I know, I know. You’ve heard all of that before. But it’s statistically true.
In a 2007 story about superstar goal-scorer David Beckham’s move to the Los Angeles Galaxy of Major League Soccer, the premier division of American soccer, the BBC drops some interesting statistics regarding soccer in America. For example, according to the article, more people in the United States watched the 2006 World Cup final than any one game of the 2005 World Series. World Cup ratings in the United States rose another 41 percent for the 2010 event.
Already, the EPL is outdrawing the MLS for American soccer viewers and, with Americans owning five EPL clubs (including two of the most heavily followed clubs worldwide, Manchester United and Arsenal), there is more incentive for those owners to expand the market and create more fans across the Atlantic.

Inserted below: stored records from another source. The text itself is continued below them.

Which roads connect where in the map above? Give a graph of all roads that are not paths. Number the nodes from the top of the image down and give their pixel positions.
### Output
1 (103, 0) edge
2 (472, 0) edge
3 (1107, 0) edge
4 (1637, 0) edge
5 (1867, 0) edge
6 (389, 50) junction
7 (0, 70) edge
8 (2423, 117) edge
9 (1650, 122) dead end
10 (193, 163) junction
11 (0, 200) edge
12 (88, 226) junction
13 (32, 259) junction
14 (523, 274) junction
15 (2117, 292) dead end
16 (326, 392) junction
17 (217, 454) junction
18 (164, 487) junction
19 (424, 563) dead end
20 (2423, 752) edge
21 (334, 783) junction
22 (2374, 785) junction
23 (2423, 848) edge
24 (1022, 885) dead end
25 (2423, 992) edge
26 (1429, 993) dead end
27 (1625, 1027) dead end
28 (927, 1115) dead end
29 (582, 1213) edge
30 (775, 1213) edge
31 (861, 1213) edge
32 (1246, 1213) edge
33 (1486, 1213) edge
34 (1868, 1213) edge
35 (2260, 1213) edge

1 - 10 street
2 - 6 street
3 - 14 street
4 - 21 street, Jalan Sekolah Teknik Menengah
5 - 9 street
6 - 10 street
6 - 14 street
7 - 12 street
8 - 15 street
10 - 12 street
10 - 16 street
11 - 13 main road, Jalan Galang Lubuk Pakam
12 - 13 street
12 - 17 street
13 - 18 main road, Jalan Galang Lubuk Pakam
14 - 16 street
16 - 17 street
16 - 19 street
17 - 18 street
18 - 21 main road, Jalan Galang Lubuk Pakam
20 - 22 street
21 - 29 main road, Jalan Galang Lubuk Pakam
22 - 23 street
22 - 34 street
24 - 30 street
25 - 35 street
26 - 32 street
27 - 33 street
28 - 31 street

But don’t feel too sorry for the MLS; there are plenty of soccer fans to go around.
In another article, published this year, it states that the average attendance for MLS in 2010 increased 4 percent from 2009 to 16,675 fans, while the average attendance for the National Hockey League, America’s fourth-most popular pro sports league, fell 3 percent to a shade over 17,000 fans.
This is a remarkable rise in popularity. The MLS has yet to celebrate its 20th year in existence —- it is one of the youngest “premier leagues” in the world — while the NHL has been around since World War I.
What we’re seeing is that American fans love their local MLS squad but they also finding European teams, mostly English teams, to love as well. Who says you can’t be both a Houston Dynamo fan and a Tottenham Hotspur fan?
In addition, soccer is one of the most popular youth sports in the United States and growing every year. Combine this with the recent revelations regarding concussion injuries in American football —- one doctor recently said that the ideal amount of time children should spend playing American football is zero —- then you’ll start to see an even larger rise in soccer participation.
And, regardless of what Jim Gazzolo said in his misinformed and misogynistic July 17 American Press column (timed to drop a huge deuce on the good feelings surrounding the US’ first appearance in a Women’s World Cup final since 1999), women’s soccer is also growing as a sport.
In his column, Gazzolo claims, without the benefit of things like, you know, evidence, that “the soccer movement gained little momentum (from the US’s 1999 Women’s World Cup title) long-term” and that “no successful major women’s league followed.”
Uh, sure. According to the US Youth Soccer organization, female participation in youth soccer has grown from 100,000 players 30 years ago to 3 million players today. In addition, the final of the 2011 Women’s World Cup between the US and Japan brought ESPN its highest-ever ratings for a soccer match with over 13 million viewers. The 2011 final was the sixth most-viewed soccer match ever in the United States.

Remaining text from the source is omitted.